Still, as I discussed earlier this year, there are other laws that may come into play including defamation, privacy and so forth. But applying those laws and getting justice under them will prove difficult. But even if the victims are successful, it won’t repair the damage that’s been done.
The basic outcome of everything is this: If there’s enough interest in something and it exists somewhere online, no matter how locked away, someone will find a way to get it. You can make things more difficult, but you can’t make it impossible.
If major film studios struggle to stop major film leaks, individuals, even famous ones, are going to find it even more difficult, if not impossible.
Fortunately, for most people, there’s little interest in targeting them. However, anyone can be a victim at any time. It only takes one person with the right tools, right skills or the right access to leak private information about someone publicly, if they have the interest.
And that is the scary thing. Today it’s Jennifer Lawrence, tomorrow it could be you, your spouse, your best friend or your child.
Unfortunately, if it is you or someone you love that’s next, the law really isn’t there to protect you and, even if it were, it couldn’t undo the harm and the hurt. The cloud is a fact of life but your privacy on it is flimsy at best.
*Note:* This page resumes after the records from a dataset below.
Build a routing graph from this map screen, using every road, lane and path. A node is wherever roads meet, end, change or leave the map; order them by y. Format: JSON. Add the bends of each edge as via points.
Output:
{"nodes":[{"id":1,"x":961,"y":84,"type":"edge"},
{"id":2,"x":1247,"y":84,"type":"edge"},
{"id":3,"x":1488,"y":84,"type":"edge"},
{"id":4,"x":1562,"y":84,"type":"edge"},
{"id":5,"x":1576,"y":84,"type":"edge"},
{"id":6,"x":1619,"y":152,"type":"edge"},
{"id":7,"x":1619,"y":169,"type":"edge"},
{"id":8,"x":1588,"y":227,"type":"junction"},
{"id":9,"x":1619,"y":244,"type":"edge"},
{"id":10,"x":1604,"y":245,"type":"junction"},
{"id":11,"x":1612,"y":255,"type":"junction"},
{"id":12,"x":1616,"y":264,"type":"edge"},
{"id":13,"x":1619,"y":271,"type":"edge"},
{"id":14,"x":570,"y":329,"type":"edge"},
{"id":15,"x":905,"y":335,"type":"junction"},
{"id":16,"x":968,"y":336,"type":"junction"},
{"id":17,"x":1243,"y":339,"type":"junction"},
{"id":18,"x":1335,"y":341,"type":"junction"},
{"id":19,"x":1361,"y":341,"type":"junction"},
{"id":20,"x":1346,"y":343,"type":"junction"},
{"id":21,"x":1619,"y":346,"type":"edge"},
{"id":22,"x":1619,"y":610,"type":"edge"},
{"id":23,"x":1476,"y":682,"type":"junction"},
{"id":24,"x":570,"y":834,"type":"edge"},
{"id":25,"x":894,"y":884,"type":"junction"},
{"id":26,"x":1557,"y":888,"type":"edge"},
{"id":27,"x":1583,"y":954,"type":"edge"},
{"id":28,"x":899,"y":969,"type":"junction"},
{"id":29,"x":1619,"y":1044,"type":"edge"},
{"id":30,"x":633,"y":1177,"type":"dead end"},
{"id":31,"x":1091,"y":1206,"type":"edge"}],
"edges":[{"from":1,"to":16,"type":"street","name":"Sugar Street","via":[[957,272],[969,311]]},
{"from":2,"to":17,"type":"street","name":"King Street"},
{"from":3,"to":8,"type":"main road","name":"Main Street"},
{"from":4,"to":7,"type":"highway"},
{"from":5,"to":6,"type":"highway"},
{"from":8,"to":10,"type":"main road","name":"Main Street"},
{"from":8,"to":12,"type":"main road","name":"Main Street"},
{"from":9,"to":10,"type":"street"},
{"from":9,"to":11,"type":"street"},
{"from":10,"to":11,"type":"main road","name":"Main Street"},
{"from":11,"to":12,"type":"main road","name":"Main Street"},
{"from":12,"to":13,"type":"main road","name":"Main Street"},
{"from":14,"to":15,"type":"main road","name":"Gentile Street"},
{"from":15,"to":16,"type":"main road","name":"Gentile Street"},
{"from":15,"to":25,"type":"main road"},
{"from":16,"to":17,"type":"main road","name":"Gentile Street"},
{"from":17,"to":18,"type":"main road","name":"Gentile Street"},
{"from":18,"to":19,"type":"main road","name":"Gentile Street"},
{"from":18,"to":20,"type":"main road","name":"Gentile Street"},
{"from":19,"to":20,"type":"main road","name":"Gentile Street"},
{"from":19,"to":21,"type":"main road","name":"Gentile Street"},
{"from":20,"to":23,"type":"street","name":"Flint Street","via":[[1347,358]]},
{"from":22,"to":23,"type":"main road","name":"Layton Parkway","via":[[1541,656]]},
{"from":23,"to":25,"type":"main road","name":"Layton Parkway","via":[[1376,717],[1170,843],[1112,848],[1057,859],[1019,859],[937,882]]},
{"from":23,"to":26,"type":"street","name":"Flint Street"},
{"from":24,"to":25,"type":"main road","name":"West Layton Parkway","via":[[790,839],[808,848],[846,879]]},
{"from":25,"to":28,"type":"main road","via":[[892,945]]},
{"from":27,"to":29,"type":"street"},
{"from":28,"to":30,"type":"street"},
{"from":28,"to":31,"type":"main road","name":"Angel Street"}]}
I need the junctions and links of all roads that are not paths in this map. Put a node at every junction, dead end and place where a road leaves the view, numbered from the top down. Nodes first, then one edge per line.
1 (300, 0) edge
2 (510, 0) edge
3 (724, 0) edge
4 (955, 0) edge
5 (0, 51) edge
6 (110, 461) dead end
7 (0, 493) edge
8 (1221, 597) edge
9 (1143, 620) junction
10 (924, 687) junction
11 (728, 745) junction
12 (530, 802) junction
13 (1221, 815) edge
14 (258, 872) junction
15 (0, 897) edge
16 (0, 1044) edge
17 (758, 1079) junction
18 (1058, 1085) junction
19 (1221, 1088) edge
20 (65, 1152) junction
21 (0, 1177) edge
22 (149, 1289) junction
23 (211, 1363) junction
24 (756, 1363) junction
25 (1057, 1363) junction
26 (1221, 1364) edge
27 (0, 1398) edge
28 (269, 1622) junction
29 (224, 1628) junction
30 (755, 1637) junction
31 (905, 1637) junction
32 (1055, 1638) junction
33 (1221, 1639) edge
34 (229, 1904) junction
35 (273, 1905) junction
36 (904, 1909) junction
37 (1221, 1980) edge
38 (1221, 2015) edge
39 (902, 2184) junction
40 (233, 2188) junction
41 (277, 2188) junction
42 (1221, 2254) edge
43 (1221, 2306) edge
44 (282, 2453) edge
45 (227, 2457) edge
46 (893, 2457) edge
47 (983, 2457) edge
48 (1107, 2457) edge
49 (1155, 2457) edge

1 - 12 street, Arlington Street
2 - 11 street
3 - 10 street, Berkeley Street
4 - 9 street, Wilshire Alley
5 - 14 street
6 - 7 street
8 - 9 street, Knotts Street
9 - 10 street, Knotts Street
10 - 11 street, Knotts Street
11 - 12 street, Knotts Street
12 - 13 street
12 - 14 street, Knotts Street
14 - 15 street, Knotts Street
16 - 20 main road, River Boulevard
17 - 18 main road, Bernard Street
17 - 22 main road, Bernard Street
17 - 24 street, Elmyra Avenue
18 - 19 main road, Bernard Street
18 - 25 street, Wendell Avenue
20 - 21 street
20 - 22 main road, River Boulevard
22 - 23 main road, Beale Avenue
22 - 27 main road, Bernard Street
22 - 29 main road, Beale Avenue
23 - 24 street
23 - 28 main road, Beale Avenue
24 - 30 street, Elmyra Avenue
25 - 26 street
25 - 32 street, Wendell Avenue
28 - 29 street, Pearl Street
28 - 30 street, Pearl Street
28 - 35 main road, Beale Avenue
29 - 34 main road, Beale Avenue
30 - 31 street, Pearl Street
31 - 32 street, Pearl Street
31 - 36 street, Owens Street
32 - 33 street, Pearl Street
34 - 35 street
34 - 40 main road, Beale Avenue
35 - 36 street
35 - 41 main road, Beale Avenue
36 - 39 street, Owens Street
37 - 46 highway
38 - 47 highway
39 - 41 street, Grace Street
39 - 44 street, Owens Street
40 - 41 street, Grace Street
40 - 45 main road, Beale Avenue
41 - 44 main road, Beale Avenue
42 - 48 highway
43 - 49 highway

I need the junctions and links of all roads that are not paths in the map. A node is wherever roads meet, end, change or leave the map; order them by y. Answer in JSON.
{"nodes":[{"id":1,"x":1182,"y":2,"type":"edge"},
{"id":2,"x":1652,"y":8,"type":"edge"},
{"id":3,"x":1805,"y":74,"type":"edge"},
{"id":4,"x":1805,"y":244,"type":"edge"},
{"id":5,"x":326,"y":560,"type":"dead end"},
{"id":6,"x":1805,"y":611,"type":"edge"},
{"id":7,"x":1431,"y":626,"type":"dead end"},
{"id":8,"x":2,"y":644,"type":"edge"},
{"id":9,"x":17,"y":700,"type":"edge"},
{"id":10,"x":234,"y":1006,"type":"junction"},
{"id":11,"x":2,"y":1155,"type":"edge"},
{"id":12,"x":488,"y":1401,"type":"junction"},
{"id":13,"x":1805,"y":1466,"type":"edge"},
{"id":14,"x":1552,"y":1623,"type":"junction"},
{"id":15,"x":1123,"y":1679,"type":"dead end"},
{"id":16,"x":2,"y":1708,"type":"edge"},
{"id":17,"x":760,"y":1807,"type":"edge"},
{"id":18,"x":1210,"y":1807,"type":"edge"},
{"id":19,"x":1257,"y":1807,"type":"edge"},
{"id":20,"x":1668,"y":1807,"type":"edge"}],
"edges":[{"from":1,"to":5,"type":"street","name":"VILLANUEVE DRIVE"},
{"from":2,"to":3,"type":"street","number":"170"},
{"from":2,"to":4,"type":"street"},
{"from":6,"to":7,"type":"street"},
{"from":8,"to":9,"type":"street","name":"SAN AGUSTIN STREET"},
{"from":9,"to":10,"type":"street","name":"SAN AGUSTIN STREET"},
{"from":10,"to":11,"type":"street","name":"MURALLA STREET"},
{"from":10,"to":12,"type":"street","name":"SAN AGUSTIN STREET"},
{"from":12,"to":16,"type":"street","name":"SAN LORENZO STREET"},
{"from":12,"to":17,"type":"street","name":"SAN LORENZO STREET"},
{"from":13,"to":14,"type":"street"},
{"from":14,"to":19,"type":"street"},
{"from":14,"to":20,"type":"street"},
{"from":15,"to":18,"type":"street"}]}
This leak is most likely just the beginning. If revenge porn, piracy and ad blocking have shown us anything, it’s that if some on the Web want something and can convince themselves they aren’t hurting anyone by getting it, they will take it, legality and ethics be dammed.
Today though, it’s not just copyrights or revenue streams that are at risk, but people’s bodies and their privacy. However, despite the escalation, the reaction from many is the same, to ignore the rights and wishes of others. This is proved by the fact that, as of this writing, the nude celebrity torrent is the number one most popular file on The Pirate Bay.
When the rights and wishes of others are easy to ignore and “because I can” becomes a valid reason to do something, no one is safe.
The Web is a scary place and it got just a little bit more scary this weekend. However, the risks have been there all along, it just took a major celebrity nude photo leak to put it in the headlines.